Although Stross keeps referring to ‘starwisp’ as the operating mode here, Geoffrey Landis has done a thorough job demonstrating that the Robert Forward Starwisp probe wouldn’t work — in fact, the moment the microwave beam Forward envisioned as powering this spider web-thin structure illuminated it, Starwisp would vaporize. Forward himself acknowledged this and was deep into other concepts when he died. But the general formula of a sail-like craft riding a beam of some kind is what Stross sees, correctly I think, as the most likely technology for our first probes to other stars.

Generations Among the Stars

As to ‘generation ships,’ in which people are born and live out their lives without ever reaching the destination, Stross points to the huge problems of biology, environmental engineering and sociology that these invoke. There goes that word ‘ship’ again, which Stross prefers to replace with the term ‘interstellar transportation system.’

Such a system needs to provide not only a mechanism for sending a self-replicating technosphere across interstellar distances; it needs to be able to produce a habitable space at the destination, and provide a return option (for data, if nothing else).

But a different kind of generation-spanning technology may eventually emerge. Create stable space habitats in which life is minimally acceptable for colonists and the refinement of these technologies will eventually produce generations that spend their lives off a planetary surface, even if they’re still located in the Solar System. It’s not at all beyond the imagination to suggest that such an environment might, at least in a few cases, be populated with people who saw no particular reason to stay within the system’s boundaries.

But I wouldn’t call that a ship either. It’s an enclosed approximation of a planet, one on which almost every environmental variable has been regulated to produce as close to a planet-like experience as possible. “The whole reference frame we instinctively assume when we hear the word “ship” is just so wrong it’s beyond wrong-ness: it’s on a par with Baron Munchausen’s lunar exploits as seen in light of the Apollo Program,” says Stross, who argues that the ship metaphor is doomed.

Survival of the Myth

I doubt it. I like the metaphor and think of ‘starship’ as the logical statement of what we’d like to achieve. The fact that the term does not describe our current technological capabilities doesn’t concern me.

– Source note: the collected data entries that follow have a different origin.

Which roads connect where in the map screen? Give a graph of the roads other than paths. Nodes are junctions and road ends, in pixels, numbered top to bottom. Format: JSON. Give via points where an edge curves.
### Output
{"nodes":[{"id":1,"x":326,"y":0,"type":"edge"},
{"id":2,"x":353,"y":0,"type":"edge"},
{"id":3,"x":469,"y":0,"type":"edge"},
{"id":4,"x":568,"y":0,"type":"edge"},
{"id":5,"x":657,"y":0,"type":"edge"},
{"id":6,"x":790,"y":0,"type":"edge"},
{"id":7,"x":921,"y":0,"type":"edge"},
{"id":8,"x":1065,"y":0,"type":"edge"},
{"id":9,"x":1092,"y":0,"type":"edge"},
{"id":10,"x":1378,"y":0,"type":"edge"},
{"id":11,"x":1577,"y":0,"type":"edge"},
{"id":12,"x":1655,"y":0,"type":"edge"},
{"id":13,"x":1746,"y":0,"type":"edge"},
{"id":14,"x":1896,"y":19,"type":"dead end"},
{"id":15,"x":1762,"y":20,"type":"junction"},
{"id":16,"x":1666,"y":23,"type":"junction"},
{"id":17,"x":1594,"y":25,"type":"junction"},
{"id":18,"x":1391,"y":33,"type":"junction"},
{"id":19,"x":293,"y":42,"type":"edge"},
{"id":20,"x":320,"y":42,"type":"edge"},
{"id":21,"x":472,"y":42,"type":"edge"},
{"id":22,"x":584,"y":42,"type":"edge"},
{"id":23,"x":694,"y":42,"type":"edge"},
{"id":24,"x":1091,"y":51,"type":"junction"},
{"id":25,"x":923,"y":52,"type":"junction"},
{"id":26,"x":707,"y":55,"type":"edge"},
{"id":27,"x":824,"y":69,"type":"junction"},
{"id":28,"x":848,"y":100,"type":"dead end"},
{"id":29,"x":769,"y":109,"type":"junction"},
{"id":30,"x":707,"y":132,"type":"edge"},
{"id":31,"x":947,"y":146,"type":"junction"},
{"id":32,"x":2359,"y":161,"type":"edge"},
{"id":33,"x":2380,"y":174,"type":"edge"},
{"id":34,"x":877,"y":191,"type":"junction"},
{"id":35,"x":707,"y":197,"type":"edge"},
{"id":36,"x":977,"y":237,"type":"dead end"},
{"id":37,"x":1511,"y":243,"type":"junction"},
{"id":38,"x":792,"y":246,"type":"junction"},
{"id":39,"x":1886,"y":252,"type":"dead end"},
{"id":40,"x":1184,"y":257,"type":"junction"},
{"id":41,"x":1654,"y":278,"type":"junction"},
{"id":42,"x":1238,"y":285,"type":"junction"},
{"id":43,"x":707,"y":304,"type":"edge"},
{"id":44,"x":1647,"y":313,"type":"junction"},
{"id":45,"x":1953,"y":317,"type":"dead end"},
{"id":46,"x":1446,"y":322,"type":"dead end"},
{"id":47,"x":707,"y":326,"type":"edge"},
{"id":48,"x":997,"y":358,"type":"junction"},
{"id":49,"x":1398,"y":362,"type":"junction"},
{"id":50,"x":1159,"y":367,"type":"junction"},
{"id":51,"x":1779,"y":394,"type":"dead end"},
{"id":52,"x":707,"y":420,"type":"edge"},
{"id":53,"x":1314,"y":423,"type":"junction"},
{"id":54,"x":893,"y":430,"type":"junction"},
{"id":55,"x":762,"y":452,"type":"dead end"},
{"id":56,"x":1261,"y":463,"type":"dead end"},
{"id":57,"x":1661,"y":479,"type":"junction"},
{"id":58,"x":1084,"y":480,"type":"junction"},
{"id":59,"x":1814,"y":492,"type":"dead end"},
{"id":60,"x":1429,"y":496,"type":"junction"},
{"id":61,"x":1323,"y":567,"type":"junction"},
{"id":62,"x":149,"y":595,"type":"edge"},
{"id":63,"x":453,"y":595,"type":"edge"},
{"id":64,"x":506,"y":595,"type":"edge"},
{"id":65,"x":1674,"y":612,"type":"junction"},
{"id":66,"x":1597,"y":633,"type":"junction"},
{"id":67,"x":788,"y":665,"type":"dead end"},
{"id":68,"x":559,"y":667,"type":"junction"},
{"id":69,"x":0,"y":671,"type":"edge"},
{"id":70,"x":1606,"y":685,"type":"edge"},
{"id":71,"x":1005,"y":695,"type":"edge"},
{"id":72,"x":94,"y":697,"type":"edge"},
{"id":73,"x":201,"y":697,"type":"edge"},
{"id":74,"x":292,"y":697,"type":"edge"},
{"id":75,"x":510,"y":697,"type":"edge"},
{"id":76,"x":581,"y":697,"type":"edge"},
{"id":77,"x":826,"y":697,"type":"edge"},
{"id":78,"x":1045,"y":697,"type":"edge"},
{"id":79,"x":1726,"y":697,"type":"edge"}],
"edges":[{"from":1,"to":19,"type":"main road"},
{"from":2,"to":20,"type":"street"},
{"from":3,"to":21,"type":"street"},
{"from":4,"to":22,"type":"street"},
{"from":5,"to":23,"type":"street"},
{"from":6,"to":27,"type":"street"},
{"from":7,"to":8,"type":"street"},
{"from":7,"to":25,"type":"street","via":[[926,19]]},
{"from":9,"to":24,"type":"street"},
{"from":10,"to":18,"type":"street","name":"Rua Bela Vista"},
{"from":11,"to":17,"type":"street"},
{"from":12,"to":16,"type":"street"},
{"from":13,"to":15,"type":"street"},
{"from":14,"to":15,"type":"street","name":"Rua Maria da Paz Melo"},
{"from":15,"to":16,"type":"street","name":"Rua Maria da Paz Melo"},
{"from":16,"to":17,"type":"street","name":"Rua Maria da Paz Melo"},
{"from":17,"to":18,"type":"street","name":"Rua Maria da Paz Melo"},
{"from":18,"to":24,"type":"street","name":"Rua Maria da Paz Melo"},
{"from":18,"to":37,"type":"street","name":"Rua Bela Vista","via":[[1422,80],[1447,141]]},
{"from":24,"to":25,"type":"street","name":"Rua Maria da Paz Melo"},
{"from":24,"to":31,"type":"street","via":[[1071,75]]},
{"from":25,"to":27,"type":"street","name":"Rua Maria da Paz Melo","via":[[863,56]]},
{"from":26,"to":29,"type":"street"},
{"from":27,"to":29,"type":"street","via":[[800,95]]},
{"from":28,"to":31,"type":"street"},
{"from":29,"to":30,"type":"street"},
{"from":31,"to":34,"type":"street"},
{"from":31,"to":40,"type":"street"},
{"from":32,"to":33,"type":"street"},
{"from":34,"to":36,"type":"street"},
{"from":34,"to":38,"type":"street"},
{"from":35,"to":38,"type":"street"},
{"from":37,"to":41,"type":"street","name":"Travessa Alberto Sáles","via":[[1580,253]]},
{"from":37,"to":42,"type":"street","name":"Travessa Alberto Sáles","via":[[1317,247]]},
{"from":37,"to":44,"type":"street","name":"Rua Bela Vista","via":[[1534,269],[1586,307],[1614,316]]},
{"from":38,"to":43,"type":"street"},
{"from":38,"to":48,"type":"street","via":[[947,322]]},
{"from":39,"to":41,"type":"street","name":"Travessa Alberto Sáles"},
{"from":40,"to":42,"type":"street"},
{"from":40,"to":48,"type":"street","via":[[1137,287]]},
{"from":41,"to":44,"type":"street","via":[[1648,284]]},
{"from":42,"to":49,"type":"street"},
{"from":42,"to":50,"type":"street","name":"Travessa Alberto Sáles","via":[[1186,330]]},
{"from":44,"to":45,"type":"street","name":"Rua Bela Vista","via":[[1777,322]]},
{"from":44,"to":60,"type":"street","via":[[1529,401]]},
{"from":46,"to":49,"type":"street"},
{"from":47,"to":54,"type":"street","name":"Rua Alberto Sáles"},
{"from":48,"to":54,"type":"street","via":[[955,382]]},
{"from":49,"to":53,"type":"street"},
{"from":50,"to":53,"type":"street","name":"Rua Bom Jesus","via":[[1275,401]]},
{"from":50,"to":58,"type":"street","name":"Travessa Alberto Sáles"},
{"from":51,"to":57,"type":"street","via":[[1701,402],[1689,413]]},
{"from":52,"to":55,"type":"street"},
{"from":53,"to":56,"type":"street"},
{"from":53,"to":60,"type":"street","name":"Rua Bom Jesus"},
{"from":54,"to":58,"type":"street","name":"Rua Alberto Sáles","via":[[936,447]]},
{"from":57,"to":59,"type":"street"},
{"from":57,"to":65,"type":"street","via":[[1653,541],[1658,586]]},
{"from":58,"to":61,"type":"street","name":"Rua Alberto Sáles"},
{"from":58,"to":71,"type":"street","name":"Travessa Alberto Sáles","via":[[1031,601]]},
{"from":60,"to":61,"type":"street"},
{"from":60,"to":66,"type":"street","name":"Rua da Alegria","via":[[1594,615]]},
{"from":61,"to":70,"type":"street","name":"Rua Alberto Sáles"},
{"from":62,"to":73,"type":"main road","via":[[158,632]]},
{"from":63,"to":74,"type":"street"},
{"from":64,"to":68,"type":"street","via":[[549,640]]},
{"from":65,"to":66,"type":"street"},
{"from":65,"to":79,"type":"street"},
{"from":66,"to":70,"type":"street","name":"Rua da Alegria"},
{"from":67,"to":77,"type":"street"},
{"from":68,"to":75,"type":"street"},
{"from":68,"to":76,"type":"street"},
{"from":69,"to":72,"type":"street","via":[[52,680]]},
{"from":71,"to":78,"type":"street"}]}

If we never develop interstellar craft with human crews, so be it, we’ll call them something else, just as no one actually calls New Horizons a ‘starship.’ On the other hand, there is an aspirational value in our choice of words, one that the word ‘starship’ picks up on quite nicely.

If it’s reminiscent of the great sailing vessels that once took colonists from one side of the world to another on largely one-way voyages that built new lives, so much the better. Given our choice of imaginings, this is how we, adapted to our planetary surface, would like to reach new star systems if all things were possible. And can we be sure that the aspiration built into the word ‘starship’ won’t trigger some far future breakthrough that really does make the metaphor into reality? No one can know, but what seems impossible is almost always worth attempting if only to understand our limits.

No, I doubt we’ll lose the term ‘starship’ even if its only actual appearance is in fiction. We string words together to create concepts that defy the limitations that surround us, and have been doing so since the days of the Gilgamesh epic and Homer’s enchanted tales. Charles Stross, one of science fiction’s brightest lights, is no stranger to the magic of word-weaving, and surely knows that the human experience is a potent mix of hard realism with an inescapable counterpart, a ‘what if’ that challenges all our assumptions. Resonant mythic echoes alone will keep ‘starship’ a viable term, an object of dreaming that encapsulates what we would do if the universe will let it be possible.